The American Institute of CPA’s SOC 3 – SOC for Service Organizations: Trust Services Criteria for General Use Report is designed for users who need assurance about the controls at a service organization relevant to security, availability, processing integrity, confidentiality or privacy.

The report is a general-use report and therefore can be freely distributed.

Please contact your account rep for a copy of the following reports. If you’re looking for the Informatica’s EU-U.S. Privacy Shield certification, it can be found here.

AICPA SOC 2®  - SOC for Service Organizations: Trust Services Criteria

The American Institute for Certified Public Accountants (AICPA) provides specifications for how service organizations report on the internal controls of the services they provide.  The reports provide valuable information that users need to assess and address the risks associated with an outsourced service. 

Informatica can make available a SOC 2 Type 2 report on the Informatica Cloud Hosting Service (ICHS) environment, the suitability of the design and the operating effectiveness of controls over time. Use of these reports is restricted and requires an NDA to be in place with Informatica before the reports can be distributed.

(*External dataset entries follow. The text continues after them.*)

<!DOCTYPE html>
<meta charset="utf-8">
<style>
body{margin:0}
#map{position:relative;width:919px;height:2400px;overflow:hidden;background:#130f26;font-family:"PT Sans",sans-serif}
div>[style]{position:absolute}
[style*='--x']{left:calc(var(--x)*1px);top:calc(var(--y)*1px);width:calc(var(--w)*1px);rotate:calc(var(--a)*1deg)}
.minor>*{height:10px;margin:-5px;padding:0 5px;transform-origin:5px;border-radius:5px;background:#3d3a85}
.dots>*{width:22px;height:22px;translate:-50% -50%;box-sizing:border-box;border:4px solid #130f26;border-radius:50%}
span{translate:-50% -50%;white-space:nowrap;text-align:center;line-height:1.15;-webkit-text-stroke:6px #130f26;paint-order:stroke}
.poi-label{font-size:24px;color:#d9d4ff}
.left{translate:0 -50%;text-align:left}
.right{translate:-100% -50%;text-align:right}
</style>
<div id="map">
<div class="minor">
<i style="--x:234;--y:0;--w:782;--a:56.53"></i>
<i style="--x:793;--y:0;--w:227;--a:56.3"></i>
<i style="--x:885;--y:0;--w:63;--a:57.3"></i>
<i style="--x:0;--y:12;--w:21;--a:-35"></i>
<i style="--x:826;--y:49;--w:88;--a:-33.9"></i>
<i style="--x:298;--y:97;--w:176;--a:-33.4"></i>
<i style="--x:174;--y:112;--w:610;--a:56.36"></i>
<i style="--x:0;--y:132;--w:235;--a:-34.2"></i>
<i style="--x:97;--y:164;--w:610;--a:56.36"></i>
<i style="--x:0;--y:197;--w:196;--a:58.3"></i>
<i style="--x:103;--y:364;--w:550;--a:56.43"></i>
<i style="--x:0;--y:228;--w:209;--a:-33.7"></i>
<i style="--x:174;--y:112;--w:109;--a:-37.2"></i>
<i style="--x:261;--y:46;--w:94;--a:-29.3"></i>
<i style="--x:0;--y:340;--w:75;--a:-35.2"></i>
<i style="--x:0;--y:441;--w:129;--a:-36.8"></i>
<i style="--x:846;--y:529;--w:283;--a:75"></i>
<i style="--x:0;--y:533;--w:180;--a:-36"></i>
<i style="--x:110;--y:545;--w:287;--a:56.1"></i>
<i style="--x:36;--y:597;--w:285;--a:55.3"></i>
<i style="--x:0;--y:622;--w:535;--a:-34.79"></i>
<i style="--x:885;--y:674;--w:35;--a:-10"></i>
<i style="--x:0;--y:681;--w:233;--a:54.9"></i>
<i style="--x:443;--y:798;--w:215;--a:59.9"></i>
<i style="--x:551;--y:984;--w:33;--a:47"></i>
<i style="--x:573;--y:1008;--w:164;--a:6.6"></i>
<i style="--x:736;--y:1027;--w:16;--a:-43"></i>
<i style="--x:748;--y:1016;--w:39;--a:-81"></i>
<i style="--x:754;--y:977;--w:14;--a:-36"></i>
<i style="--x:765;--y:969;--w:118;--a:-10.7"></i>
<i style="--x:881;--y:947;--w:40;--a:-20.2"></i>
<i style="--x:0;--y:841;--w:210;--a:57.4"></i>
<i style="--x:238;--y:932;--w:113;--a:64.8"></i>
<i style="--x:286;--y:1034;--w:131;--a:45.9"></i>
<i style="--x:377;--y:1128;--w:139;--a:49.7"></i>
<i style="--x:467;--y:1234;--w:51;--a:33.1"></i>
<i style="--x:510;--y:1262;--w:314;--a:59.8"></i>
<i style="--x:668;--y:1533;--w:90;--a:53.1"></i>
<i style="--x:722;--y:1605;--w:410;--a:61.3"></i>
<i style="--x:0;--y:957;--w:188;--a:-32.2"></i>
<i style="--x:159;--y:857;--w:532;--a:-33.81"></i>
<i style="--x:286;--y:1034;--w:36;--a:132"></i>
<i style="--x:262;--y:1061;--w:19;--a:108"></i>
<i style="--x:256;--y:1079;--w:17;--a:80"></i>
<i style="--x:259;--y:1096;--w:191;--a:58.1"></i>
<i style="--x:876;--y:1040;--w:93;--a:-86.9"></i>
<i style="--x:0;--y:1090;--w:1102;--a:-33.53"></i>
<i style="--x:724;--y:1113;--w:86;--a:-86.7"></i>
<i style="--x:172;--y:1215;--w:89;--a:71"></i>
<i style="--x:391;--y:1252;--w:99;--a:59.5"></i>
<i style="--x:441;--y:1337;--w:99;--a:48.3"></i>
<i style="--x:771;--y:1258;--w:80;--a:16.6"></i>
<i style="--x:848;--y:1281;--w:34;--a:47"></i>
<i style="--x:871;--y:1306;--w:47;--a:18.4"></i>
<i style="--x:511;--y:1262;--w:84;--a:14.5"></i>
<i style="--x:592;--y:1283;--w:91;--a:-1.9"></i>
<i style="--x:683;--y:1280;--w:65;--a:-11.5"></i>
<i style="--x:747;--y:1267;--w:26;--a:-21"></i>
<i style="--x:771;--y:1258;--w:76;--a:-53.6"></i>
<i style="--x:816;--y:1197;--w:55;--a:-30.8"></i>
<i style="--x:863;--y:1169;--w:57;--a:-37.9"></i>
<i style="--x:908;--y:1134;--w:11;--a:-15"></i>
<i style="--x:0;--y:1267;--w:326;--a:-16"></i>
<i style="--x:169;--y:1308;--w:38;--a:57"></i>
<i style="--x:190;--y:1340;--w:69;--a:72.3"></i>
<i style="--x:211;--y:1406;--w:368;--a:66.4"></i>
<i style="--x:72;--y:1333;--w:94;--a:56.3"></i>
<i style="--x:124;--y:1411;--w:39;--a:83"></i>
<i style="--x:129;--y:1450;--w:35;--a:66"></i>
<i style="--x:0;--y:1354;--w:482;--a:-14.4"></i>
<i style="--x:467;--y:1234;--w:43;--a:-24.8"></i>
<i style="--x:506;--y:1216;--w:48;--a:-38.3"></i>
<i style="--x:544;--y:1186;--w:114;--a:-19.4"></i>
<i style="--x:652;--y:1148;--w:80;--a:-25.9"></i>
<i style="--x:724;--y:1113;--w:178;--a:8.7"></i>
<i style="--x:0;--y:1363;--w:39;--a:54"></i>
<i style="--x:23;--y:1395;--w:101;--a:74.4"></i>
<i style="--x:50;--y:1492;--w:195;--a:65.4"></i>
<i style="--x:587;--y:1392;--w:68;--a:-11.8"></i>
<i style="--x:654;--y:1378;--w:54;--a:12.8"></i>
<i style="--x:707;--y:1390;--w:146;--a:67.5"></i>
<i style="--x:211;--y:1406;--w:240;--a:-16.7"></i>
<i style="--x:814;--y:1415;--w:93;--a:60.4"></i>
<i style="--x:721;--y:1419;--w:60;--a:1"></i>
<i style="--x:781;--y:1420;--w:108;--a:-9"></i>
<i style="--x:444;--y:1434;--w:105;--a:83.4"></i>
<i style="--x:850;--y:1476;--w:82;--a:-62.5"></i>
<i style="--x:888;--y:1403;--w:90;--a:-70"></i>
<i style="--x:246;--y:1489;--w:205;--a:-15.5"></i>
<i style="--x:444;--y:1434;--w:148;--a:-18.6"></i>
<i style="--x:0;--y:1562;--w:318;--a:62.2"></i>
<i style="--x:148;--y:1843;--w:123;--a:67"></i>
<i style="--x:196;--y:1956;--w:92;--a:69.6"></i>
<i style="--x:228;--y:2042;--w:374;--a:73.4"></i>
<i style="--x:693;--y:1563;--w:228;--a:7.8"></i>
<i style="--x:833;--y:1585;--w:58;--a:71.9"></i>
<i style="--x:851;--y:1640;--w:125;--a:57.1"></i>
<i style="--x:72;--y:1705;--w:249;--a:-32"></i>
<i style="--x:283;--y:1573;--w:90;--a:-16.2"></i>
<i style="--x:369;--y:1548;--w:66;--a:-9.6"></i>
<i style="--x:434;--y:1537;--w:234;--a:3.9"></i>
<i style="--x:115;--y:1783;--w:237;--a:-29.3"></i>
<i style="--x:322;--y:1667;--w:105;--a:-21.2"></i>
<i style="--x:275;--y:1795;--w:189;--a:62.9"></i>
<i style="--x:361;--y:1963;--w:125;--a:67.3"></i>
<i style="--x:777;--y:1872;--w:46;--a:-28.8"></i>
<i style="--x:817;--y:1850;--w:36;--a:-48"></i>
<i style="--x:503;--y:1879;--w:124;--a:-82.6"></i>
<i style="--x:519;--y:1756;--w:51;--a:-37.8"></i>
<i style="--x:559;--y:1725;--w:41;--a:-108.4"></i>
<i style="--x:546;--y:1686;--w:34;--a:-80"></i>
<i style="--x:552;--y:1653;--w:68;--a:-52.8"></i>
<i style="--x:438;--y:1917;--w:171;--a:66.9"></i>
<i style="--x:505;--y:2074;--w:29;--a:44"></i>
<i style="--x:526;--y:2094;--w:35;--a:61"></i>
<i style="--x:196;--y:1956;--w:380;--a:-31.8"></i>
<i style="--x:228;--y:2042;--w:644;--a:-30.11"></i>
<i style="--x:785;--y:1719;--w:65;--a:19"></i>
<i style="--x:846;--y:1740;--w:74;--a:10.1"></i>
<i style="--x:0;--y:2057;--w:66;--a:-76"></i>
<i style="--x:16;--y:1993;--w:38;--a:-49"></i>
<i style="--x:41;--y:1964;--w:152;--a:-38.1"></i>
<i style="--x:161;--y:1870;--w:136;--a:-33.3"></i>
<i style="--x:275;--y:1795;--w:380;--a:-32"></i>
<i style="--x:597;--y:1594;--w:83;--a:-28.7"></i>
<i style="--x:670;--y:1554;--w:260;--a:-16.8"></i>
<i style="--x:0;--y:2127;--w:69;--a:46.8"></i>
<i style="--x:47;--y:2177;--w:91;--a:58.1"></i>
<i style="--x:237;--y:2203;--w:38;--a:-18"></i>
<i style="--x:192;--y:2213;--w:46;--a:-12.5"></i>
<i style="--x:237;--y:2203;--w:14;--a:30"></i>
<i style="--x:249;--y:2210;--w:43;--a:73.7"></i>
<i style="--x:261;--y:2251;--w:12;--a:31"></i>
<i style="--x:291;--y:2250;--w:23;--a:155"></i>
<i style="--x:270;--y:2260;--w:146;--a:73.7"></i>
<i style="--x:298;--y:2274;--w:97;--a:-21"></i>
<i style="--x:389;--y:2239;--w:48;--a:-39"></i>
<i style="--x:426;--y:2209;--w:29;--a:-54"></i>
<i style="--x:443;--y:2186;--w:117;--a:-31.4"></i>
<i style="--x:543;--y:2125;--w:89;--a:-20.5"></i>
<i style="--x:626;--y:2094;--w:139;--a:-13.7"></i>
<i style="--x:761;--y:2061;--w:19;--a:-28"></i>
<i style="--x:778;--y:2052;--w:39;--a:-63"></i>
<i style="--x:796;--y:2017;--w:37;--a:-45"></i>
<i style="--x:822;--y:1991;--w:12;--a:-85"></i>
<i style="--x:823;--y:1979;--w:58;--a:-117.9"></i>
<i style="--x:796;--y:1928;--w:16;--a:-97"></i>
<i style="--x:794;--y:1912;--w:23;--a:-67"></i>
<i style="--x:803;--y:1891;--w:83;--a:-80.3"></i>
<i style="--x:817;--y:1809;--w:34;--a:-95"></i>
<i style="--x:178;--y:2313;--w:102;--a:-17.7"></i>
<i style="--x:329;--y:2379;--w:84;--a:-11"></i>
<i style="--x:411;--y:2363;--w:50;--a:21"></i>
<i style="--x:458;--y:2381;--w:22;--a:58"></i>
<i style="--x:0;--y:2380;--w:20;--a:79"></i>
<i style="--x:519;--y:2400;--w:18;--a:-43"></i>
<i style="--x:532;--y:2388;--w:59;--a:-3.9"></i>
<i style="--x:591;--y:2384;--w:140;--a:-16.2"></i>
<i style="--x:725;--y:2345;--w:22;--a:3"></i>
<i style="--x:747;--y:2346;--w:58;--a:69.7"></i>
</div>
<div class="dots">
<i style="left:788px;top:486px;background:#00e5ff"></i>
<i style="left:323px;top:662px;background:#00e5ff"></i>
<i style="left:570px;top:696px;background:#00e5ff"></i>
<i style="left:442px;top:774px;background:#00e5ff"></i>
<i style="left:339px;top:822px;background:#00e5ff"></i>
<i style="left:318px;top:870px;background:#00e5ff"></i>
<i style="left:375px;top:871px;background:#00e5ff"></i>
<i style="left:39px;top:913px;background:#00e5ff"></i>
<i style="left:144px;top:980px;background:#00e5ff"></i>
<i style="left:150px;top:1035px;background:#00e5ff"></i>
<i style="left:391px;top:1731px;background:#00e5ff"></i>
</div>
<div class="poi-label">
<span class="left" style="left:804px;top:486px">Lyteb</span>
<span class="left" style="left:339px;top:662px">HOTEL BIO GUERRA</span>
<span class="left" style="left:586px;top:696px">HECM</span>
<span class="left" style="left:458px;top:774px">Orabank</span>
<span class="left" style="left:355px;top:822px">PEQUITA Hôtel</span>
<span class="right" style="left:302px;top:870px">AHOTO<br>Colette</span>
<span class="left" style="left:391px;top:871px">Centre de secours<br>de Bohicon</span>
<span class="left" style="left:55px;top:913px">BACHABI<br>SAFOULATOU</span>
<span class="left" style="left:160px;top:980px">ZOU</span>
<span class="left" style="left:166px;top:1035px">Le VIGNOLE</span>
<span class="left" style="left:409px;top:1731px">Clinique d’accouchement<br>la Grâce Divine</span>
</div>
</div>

AICPA SOC 1®  - SOC for Service Organizations: Internal Control Over Financial Reporting

The American Institute of CPA’s SOC 1 -– SOC for Service Organizations: User Entities’ Internal Control over Financial Reporting (ICFR) is designed for users who need assurance about the controls at a service organization to financial controls, operations and IT and business processes that are tied to their financial reporting.

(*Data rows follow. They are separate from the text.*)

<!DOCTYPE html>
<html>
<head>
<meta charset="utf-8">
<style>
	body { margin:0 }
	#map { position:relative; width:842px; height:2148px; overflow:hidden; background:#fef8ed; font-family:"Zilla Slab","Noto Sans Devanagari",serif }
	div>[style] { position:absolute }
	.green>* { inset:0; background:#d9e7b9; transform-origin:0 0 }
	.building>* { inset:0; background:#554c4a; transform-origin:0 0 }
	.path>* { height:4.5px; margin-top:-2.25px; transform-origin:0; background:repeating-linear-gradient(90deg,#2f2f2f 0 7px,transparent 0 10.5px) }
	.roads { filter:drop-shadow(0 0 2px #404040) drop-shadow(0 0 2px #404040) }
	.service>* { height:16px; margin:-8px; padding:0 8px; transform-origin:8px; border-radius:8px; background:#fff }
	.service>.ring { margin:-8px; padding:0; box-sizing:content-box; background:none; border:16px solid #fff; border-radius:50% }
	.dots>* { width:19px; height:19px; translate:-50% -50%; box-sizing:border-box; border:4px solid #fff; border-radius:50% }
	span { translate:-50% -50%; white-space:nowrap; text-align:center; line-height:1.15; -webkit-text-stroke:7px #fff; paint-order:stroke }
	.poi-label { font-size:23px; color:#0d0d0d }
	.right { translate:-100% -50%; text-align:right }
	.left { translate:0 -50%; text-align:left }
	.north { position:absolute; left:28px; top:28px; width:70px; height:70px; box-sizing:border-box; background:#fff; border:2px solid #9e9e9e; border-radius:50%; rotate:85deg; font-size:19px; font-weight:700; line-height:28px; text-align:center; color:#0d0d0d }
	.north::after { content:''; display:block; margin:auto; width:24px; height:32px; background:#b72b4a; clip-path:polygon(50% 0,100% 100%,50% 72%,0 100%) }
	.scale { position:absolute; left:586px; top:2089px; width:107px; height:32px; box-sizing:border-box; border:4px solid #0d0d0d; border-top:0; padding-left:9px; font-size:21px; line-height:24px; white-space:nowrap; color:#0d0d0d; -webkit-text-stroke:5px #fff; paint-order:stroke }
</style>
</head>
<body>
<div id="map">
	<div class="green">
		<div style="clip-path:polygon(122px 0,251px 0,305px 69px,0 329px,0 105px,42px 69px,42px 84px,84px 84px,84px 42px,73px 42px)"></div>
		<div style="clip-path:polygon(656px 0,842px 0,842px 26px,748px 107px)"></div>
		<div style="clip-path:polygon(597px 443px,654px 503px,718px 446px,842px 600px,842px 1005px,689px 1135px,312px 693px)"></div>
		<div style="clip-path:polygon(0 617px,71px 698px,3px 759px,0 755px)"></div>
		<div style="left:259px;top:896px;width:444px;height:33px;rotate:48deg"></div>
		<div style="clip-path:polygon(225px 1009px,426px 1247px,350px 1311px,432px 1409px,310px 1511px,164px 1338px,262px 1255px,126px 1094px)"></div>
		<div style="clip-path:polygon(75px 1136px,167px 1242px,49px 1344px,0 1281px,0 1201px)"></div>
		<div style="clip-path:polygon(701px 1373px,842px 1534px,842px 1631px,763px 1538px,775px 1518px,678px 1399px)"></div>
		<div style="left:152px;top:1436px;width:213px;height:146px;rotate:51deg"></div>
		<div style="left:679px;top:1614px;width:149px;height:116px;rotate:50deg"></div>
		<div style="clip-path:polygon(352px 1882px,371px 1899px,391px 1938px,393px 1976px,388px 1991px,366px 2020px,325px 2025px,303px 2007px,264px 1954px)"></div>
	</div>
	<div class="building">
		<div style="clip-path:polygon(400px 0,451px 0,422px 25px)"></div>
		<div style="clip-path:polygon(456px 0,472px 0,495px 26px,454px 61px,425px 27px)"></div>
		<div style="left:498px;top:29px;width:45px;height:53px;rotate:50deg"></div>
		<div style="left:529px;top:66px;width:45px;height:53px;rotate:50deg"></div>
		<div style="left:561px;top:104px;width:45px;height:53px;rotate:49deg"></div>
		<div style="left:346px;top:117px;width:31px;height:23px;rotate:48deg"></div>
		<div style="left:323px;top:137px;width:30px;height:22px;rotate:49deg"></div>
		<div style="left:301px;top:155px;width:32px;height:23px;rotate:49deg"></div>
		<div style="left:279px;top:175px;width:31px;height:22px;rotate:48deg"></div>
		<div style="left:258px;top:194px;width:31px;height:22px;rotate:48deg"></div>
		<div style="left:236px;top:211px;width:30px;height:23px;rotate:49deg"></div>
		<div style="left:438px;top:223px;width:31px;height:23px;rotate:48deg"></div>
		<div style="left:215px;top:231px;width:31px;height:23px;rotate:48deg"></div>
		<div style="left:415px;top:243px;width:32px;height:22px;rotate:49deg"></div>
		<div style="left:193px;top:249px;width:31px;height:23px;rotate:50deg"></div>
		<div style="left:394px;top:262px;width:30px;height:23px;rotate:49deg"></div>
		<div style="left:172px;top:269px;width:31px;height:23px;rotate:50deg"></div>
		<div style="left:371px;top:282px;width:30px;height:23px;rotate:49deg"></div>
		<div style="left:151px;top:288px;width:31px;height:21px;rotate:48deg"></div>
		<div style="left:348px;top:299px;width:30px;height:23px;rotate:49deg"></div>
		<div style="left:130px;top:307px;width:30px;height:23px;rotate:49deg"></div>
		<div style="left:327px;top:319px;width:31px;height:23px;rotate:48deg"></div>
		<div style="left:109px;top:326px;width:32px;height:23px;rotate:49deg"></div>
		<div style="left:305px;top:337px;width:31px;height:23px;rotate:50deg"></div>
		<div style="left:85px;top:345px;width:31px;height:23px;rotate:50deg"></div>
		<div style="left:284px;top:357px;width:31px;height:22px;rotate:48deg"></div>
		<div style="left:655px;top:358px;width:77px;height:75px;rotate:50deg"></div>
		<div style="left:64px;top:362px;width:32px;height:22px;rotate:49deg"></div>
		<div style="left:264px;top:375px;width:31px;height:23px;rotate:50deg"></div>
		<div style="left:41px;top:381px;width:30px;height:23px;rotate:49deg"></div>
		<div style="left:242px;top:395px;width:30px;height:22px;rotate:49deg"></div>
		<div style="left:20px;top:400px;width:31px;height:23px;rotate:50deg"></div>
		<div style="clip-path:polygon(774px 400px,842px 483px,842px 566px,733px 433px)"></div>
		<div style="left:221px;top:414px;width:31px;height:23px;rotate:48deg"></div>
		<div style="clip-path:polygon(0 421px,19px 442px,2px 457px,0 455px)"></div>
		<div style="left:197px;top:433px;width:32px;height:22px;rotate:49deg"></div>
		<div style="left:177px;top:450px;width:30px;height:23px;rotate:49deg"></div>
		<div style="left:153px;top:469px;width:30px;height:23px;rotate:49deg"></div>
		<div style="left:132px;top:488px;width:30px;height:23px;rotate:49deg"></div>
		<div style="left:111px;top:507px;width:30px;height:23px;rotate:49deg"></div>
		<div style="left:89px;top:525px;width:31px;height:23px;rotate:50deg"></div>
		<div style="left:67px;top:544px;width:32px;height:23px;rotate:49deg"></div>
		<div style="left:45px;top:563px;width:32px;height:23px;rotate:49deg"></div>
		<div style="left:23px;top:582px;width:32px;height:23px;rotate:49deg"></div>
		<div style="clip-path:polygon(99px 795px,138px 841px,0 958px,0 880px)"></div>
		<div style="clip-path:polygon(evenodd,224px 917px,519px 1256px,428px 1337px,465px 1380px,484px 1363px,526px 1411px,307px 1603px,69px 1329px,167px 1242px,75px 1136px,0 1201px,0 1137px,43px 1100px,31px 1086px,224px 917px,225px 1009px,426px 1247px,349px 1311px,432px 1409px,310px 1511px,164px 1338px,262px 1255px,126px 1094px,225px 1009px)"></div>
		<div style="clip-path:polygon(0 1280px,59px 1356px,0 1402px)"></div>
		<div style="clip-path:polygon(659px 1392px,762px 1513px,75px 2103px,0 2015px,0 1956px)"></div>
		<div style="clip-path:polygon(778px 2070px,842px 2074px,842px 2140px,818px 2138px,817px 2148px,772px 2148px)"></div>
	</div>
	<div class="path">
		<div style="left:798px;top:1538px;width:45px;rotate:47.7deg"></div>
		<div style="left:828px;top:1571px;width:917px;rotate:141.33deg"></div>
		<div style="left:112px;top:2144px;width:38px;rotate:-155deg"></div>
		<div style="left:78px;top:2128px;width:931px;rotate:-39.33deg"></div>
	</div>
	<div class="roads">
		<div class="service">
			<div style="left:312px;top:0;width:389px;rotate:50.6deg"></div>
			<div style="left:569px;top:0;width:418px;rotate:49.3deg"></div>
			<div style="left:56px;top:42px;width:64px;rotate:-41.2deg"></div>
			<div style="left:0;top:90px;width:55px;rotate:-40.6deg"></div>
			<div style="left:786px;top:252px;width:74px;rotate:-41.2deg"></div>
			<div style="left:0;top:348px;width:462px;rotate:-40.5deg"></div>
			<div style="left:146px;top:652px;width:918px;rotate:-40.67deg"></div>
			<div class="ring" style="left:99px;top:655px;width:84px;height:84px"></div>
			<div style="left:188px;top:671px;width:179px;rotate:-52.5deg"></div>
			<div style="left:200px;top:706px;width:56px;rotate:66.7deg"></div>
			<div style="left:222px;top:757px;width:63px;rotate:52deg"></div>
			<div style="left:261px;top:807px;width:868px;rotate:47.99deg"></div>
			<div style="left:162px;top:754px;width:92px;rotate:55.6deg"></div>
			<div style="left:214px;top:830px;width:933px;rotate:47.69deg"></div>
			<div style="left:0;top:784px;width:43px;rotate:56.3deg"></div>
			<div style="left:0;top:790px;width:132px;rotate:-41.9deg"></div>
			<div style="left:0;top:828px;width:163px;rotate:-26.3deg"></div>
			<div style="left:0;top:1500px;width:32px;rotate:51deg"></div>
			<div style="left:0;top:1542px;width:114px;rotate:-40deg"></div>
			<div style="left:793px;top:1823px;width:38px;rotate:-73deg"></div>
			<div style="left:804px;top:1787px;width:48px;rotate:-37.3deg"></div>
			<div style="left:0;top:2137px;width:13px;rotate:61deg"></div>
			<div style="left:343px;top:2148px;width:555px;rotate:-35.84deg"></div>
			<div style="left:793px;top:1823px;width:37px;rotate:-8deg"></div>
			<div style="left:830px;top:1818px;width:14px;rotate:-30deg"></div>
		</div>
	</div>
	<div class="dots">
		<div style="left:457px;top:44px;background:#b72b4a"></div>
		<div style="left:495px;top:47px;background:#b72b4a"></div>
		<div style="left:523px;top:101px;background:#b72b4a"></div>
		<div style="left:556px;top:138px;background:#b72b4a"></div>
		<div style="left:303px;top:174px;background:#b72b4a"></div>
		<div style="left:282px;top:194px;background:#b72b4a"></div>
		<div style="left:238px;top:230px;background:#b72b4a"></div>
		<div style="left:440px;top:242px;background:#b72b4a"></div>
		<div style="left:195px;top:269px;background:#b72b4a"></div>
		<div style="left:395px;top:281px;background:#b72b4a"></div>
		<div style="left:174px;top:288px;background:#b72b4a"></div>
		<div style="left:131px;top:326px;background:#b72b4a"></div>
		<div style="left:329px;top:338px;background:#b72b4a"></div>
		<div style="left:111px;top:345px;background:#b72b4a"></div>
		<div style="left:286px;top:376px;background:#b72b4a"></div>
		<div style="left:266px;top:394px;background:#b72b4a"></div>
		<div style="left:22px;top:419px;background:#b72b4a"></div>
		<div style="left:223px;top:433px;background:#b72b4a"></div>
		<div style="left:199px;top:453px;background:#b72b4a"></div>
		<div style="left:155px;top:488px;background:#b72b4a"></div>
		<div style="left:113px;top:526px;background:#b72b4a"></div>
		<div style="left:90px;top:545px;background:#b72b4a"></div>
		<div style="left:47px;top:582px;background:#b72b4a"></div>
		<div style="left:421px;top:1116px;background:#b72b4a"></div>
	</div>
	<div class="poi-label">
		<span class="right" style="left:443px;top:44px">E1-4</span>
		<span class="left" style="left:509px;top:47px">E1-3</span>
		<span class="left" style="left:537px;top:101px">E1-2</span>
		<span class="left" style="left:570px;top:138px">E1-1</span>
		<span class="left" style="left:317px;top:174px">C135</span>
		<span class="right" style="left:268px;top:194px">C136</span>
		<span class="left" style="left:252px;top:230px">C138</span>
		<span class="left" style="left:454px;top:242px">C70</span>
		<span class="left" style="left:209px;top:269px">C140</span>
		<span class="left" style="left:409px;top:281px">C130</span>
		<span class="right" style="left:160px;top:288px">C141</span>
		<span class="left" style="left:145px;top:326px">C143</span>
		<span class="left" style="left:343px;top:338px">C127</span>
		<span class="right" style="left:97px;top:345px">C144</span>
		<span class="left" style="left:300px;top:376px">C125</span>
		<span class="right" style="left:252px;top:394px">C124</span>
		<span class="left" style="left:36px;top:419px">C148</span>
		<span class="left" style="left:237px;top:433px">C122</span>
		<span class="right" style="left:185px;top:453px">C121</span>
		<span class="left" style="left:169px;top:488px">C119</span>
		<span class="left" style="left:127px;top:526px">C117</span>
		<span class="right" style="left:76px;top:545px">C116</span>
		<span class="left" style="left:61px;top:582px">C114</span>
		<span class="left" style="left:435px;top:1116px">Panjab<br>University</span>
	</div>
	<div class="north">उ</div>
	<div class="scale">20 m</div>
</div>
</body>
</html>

SOC 1 reports can only be distributed to existing customers and their auditors, not prospects.

HIPAA / HITECH

Informatica’s information security program governing the ICHS environment has been examined by a qualified third party to determine if the system description is fairly presented and that the information security program governing the ICHS system conforms, as applicable, and is presented in accordance with the requirements of HIPAA (Health Insurance Portability and Accountability Act) and HITECH (Health Information Technology for Economic and Clinical Health).

The third party has produced a report documenting the process, along with its opinion. Use of these reports is restricted and requires an NDA to be in place with Informatica before the reports can be distributed.  

Privacy Shield 

The EU-U.S. and Swiss-U.S. Privacy Shield Frameworks were designed by the U.S. Department of Commerce, and the European Commission and Swiss Administration to provide companies on both sides of the Atlantic with a mechanism to comply with data protection requirements when transferring personal data from the European Union and Switzerland to the United States in support of transatlantic commerce.